Die Veranstalter der „Demo für alle“ sehen keinen Zusammenhang zwischen den heftigen Zusammenstößen und der Landtagswahl am 13. März. „Uns geht es um die Sache – deswegen hatten wir diesmal keine Politiker als Redner auf der Bühne“, sagt Alexander Tschugguel vom Organisationsteam der „Demo für alle“. Bei früheren Veranstaltungen kamen die politischen Redner vor allem den Reihen der AfD oder der CDU. Die Christdemokraten mussten dafür allerdings auch Kritik aus den eigenen Reihen einstecken.

Wie schon bei den acht Veranstaltungen zuvor geht es den Bildungsplan-Gegnern – entgegen der Beteuerungen – doch auch um Parteipolitik. Die Publizistin Birgit Kelle sagte etwa in ihrer Rede, dass dem „grün-roten Spuk“ ein Ende bereitet werden müsse, und forderte dazu auf, entsprechend zu wählen. Demonstrationsteilnehmer bezeichnen Tageszeitungen ungeniert als „Lügenpresse“ und die Stuttgarter Nachrichten als das „Amtsblatt der Linkspartei“.

Wen man wähle? „Natürlich die AfD“, sagt zum Beispiel Vadim H. (26) von der russisch-charismatischen Kirche in Heilbronn. Umstehende Demonstranten nicken, Merkel müsse weg.

Andere Teilnehmer äußern sich anders: Julia Denzel (28) aus Biberach fordert in sachlichem Ton dazu auf, die Demonstration nicht als „ultrakonservativ“ zu bezeichnen. Die Betriebswirtin fühle sich durch das Wort verunglimpft und sei, sagt sie, tatsächlich an einer sachlichen Auseinandersetzung über Bildungspolitik interessiert.
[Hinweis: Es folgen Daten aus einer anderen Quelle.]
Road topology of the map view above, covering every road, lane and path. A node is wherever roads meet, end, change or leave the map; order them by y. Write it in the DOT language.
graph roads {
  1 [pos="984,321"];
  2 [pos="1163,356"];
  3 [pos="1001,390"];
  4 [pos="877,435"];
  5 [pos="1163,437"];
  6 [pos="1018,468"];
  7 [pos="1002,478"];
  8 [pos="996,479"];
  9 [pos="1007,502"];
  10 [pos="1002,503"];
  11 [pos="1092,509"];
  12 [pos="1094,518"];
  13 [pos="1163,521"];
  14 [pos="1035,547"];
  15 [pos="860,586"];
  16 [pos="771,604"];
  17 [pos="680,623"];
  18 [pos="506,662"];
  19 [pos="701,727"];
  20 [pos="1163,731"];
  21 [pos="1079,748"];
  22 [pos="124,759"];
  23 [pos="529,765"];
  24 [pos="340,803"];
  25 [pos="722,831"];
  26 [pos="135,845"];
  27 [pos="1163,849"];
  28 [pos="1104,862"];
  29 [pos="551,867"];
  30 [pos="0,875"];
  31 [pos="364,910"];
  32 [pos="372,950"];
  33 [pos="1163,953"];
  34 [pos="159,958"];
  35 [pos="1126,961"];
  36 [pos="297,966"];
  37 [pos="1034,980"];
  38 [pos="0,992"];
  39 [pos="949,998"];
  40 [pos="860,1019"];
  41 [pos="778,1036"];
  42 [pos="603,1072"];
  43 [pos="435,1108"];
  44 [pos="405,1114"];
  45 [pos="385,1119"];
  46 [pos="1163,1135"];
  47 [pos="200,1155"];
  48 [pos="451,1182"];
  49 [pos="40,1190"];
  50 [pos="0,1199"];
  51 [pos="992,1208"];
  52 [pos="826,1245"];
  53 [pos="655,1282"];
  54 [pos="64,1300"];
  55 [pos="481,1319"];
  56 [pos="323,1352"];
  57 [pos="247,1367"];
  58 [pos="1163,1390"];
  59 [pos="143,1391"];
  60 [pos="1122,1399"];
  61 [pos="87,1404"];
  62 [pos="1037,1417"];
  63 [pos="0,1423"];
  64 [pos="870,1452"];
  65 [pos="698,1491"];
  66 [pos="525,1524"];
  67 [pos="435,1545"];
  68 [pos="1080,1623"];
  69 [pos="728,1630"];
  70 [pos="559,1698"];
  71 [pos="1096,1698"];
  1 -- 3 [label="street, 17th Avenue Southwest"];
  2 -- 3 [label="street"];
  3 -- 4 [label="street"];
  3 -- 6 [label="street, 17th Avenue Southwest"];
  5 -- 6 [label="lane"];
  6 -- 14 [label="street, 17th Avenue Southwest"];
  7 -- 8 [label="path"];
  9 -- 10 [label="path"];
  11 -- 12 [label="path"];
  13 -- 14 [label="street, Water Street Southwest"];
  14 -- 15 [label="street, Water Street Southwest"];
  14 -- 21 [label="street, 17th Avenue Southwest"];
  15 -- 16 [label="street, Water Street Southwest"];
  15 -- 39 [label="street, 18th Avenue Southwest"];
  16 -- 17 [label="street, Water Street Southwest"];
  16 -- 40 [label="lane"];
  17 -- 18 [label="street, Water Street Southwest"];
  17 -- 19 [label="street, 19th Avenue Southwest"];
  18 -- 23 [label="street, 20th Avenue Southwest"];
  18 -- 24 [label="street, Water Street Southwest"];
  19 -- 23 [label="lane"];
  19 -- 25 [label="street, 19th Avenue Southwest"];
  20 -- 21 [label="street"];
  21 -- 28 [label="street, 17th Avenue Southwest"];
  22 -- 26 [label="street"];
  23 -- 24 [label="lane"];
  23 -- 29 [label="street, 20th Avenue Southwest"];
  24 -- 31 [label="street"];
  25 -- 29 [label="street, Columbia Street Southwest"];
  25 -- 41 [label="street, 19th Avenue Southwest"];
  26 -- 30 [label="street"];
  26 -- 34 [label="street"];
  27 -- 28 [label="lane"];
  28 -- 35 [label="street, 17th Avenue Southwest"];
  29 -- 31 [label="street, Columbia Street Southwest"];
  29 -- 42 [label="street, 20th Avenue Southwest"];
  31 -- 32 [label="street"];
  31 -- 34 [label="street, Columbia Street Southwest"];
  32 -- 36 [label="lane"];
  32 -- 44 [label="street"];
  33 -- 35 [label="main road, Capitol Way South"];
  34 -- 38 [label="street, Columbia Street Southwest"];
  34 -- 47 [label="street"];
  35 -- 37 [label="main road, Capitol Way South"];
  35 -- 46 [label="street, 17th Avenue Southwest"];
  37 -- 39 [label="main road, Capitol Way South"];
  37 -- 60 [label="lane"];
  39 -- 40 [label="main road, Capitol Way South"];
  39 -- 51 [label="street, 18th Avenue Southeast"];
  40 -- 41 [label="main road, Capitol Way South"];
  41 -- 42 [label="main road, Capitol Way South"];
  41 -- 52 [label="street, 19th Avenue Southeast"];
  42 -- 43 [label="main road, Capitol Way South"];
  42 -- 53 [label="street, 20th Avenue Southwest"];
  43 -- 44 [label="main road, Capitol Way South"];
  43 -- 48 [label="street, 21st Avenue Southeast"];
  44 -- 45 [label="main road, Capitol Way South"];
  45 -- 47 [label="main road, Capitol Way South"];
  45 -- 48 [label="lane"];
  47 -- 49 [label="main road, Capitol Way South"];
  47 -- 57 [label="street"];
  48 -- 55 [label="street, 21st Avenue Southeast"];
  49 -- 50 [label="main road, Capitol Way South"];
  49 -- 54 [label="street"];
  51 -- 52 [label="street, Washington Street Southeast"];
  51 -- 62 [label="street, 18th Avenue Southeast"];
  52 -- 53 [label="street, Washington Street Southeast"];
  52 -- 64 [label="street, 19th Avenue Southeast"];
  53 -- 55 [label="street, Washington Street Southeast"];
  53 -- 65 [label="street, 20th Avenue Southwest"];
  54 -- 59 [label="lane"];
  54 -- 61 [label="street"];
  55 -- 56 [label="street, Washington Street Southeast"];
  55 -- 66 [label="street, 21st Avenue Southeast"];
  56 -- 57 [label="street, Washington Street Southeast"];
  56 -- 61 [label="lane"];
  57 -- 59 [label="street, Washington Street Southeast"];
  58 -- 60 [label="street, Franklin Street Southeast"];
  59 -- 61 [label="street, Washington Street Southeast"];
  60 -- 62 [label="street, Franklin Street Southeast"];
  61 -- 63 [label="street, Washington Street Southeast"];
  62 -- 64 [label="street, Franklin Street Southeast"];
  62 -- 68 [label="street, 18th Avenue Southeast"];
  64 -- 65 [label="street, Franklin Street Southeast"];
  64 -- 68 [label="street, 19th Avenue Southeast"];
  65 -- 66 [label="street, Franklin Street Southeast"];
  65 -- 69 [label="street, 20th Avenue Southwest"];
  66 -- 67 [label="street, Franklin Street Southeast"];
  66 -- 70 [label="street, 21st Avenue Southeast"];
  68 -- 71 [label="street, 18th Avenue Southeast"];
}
Solches Interesse gab es auch aufseiten der Gegendemonstranten, von denen die meisten in verschiedenen Bündnissen organisiert friedlich gegen die in ihren Augen homophobe Gruppe protestierten. „Schwule, Flüchtlinge – dort wird Hass gegen alles Fremde geschürt und in Wahrheit Wahlkampf für die AfD gemacht“, sagt Holger Edmaier vom Bündnis „Vielfalt für alle“, der eine Protestaktion auf dem Kleinen Schlossplatz moderierte. Dort sprachen prominente Befürworter des Bildungsplans wie Landtagsvizepräsidentin Brigitte Lösch (Grüne) oder Linken-Stadträtin Laura Halding-Hoppenheit auf einer Bühne. Die Oper veranstaltete ein Kulturfestival, das nach eigenen Angaben rund 2000 Menschen besucht haben, und sie hisste, unverdrossen von der einstigen Kritik, das Regenbogenbanner mit der Aufschrift „Vielfalt“.